ISO 27002:2022 Explained: What Changed and Why It Matters for ISO 27001
Understand the ISO 27002:2022 revision, restructured controls, new additions, and what it means for your ISO 27001 certification and Annex A compliance.
The ISO 27002:2022 revision was the most significant update to the standard in nearly a decade — and its ripple effects on ISO 27001 certification are still being felt. Understanding what changed helps you prepare for your next surveillance audit or initial certification.
ISO/IEC 27002:2022 represents a fundamental restructuring of the information security controls that organizations worldwide rely on for their ISO 27001 implementations. The revision reduced 114 controls across 14 domains to 93 controls across 4 themes, added 11 entirely new controls reflecting modern security challenges, and introduced attribute-based tagging for more flexible control classification.

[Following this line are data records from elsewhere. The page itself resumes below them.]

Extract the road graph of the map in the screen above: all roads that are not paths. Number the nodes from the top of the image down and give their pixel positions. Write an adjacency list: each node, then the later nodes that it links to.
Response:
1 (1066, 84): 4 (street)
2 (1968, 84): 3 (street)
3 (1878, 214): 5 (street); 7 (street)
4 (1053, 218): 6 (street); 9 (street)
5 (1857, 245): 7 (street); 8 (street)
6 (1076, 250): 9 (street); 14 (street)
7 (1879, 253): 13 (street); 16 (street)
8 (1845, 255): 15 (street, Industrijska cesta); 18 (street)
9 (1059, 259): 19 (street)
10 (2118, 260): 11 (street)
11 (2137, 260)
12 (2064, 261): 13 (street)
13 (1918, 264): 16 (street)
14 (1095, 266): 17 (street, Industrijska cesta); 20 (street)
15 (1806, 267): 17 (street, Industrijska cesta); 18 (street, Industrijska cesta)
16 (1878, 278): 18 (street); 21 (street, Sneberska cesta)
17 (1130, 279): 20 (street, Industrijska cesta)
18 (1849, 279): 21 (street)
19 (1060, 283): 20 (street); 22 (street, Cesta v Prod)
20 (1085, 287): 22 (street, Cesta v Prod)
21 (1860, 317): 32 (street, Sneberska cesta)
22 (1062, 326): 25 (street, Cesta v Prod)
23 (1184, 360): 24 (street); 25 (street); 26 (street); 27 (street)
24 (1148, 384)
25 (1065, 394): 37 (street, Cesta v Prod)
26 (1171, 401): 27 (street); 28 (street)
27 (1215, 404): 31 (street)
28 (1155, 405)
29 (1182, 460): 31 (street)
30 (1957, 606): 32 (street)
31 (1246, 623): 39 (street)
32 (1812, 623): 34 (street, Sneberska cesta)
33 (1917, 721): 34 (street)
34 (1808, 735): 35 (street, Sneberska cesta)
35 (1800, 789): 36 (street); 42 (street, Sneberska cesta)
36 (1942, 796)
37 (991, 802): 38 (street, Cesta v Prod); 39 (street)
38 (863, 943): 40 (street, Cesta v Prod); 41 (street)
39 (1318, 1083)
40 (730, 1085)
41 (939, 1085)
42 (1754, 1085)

If you are certified or pursuing ISO 27001, this revision directly affects your Annex A controls, Statement of Applicability, and certification audit.
This guide explains what ISO 27002 is and its relationship to ISO 27001, the major changes in the 2022 revision, the impact on ISO 27001 certification, a spotlight on the 11 new controls, and a migration guide for organizations transitioning from the 2013 version.
What Is ISO 27002?
ISO 27002 is the implementation guidance standard that accompanies ISO 27001. While ISO 27001 defines the requirements for an Information Security Management System (ISMS) and lists security controls in Annex A, ISO 27002 provides detailed guidance on how to implement each control — including purpose, guidance, and other information for each control.
Think of the relationship this way: ISO 27001 Annex A is the "what" (which controls to consider), and ISO 27002 is the "how" (implementation guidance for each control). During certification, auditors assess whether your controls meet the intent described in ISO 27002's guidance, even though the formal certification is to the ISO 27001 standard.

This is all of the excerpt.